My mother introduced me to the subject of this thesis when she furnished me with several Trillim novels to read while up here on the mountain. They are odd, but of such a strangeness that suits well the long, lonely nights in the upper reaches of the La Sals. They left me pondering for days and I decided that I needed to bring these to the attention of others. Those who have time not only to read, but to stretch their minds to the distant stars set bright in cold mountain air. So for my thesis I decided to do a source biography on Gilda Trillim.

There are many I would like to thank for help on completing this thesis. First my advisors, Mary Locken whose passion for all things Gilda Trillim has been an inspiration to me.
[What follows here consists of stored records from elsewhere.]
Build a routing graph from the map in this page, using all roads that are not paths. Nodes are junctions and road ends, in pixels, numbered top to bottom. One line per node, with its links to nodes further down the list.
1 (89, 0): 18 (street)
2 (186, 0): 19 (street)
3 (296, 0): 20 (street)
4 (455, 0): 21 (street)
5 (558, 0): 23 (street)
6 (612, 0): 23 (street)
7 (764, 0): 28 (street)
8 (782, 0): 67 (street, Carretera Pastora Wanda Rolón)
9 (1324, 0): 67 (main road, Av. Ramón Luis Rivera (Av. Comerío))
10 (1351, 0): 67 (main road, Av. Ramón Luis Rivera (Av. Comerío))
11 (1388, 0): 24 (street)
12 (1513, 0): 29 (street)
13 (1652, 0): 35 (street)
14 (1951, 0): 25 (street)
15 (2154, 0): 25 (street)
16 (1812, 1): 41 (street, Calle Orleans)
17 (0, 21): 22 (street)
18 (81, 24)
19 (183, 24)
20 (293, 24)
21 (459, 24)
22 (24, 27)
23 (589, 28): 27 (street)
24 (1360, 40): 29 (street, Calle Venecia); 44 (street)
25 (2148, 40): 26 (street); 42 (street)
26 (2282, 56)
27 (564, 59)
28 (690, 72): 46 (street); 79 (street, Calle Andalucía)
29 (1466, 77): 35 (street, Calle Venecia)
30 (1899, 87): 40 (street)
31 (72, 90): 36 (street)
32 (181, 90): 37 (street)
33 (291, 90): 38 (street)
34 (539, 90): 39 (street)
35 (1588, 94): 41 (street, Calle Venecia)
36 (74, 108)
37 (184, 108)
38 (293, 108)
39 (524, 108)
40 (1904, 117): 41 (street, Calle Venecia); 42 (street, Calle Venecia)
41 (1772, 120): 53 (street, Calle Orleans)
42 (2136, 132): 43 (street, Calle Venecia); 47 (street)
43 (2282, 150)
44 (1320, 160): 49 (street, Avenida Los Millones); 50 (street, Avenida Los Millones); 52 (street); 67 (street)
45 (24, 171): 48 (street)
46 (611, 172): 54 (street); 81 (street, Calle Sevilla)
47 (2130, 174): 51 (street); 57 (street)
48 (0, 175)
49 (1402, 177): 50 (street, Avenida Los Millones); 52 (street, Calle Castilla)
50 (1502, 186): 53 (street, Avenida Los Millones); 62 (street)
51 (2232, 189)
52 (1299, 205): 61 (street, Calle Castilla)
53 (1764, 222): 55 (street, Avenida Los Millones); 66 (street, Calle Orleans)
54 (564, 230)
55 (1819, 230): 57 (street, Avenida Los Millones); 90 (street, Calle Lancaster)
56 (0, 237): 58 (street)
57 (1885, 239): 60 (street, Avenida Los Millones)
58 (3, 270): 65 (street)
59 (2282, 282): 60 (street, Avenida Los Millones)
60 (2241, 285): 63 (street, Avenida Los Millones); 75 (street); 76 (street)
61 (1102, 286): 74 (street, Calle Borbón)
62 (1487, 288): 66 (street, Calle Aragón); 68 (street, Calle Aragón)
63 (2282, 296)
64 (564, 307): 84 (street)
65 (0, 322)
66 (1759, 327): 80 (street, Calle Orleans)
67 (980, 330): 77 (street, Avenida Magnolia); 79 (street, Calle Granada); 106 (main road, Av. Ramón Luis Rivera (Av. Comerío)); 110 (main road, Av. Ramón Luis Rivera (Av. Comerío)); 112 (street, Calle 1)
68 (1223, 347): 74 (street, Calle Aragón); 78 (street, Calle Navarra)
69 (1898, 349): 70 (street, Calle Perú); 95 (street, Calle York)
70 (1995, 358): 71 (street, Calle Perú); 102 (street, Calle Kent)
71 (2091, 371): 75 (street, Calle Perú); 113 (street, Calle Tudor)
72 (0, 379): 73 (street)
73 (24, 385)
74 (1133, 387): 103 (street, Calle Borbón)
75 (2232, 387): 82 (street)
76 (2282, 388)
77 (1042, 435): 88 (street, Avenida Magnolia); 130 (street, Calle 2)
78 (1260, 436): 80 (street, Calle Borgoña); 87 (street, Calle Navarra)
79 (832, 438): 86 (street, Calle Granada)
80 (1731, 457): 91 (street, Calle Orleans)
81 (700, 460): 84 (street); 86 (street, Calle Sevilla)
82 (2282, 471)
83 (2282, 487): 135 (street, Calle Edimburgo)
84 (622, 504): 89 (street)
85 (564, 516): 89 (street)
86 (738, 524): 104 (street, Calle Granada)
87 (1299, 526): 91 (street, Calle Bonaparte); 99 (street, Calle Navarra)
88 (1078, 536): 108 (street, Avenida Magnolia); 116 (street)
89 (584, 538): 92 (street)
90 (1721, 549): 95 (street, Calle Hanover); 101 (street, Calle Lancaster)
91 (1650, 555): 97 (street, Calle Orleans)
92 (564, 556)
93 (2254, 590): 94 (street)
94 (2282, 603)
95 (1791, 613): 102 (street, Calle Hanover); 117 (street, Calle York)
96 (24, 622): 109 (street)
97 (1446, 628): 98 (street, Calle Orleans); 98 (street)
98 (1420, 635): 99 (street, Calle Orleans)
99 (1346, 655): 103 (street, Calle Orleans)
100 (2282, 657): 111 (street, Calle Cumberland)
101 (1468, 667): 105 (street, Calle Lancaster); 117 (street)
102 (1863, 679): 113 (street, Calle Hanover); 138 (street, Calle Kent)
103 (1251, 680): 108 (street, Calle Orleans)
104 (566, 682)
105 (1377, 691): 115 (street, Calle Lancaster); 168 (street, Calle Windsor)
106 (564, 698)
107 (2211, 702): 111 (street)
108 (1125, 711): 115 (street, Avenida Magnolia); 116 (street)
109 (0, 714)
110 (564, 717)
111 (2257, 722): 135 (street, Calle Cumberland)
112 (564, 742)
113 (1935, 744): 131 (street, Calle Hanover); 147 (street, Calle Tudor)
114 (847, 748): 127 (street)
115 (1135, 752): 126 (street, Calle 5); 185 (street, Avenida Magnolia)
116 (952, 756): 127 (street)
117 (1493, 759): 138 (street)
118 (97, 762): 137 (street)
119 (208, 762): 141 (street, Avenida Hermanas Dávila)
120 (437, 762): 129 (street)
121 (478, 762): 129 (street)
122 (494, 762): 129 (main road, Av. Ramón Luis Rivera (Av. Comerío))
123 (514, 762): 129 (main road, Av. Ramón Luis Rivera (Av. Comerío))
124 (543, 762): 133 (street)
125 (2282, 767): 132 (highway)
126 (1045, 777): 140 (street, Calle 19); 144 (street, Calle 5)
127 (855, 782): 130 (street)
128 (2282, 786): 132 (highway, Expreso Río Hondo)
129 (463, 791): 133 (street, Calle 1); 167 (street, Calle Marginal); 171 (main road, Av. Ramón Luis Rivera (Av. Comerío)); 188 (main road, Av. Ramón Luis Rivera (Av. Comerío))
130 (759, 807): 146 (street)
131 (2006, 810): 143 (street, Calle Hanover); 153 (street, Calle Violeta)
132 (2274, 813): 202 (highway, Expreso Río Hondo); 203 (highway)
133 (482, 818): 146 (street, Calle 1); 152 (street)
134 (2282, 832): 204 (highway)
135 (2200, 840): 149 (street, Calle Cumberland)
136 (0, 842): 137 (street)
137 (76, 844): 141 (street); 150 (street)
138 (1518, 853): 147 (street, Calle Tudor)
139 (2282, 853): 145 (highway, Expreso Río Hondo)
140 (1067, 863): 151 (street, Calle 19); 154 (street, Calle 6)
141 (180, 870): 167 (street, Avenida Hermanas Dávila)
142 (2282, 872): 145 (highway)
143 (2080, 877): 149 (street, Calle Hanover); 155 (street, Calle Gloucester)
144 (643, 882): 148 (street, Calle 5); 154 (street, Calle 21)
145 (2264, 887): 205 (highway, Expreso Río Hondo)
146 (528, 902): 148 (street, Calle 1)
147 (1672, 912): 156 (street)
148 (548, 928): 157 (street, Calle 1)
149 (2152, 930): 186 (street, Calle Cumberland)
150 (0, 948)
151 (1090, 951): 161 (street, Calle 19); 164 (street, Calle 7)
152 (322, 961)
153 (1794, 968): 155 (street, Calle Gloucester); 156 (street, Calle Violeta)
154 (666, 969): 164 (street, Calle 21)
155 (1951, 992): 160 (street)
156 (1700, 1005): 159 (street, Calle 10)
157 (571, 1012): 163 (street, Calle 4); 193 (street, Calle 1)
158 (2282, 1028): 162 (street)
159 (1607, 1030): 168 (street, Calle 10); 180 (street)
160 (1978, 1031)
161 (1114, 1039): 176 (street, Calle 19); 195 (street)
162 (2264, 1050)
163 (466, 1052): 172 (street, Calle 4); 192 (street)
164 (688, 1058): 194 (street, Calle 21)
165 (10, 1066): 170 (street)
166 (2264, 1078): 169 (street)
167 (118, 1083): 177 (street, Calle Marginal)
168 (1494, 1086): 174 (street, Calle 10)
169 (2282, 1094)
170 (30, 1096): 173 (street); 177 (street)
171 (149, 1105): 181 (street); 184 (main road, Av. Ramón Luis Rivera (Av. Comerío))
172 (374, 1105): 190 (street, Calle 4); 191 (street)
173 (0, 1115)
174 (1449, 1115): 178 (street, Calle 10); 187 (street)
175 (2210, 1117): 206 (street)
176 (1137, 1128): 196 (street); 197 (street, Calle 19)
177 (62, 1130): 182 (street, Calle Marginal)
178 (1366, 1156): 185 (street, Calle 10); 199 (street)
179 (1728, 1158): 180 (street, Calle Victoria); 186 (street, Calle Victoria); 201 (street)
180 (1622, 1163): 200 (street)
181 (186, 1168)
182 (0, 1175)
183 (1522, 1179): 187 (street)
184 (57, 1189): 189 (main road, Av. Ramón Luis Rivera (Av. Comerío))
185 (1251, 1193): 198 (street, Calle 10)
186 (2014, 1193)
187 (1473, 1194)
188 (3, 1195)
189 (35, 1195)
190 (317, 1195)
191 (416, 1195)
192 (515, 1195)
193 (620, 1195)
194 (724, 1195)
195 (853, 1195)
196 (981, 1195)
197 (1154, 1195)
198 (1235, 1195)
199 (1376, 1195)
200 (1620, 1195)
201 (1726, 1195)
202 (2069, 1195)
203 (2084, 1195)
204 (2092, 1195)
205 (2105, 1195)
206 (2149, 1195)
She first agreed to assist me studying Trillim’s work when she found that, not only had I read a fair amount of the writer, but like the author, I was a Mormon, and that I had spent a significant amount of time in the La Sals—the same place that Trillim spent her final years before her death in Thailand in 1996. Dr. Locken was endlessly encouraging and assisted warmly in my efforts to bring this group of interesting documents to light. The other members of my committee, Lenoir Forb and Ravenstar ‘Gerald’ Nightingale, were also of great help in completing this work.

My father Roy Mender, or Rusty as he was known around the bunkhouse, paid for trips far and wide to follow the twists and turns of Gilda’s life and allowed me to visit many of the Trillim Archives around the world including Russia, China, and Ethiopia. After reading Dark Leaves in Winter, he believes he was visited by Gilda’s spirit in a dream. She commanded him to fund my studies of her life. He has never looked back from the requirements imposed by that vision, including selling two hundred acres of good grazing land to see it through. I am grateful also for his love and encouragement in believing in me. My mother, Chastity Mender, has never doubted me. For that I’m most grateful of all.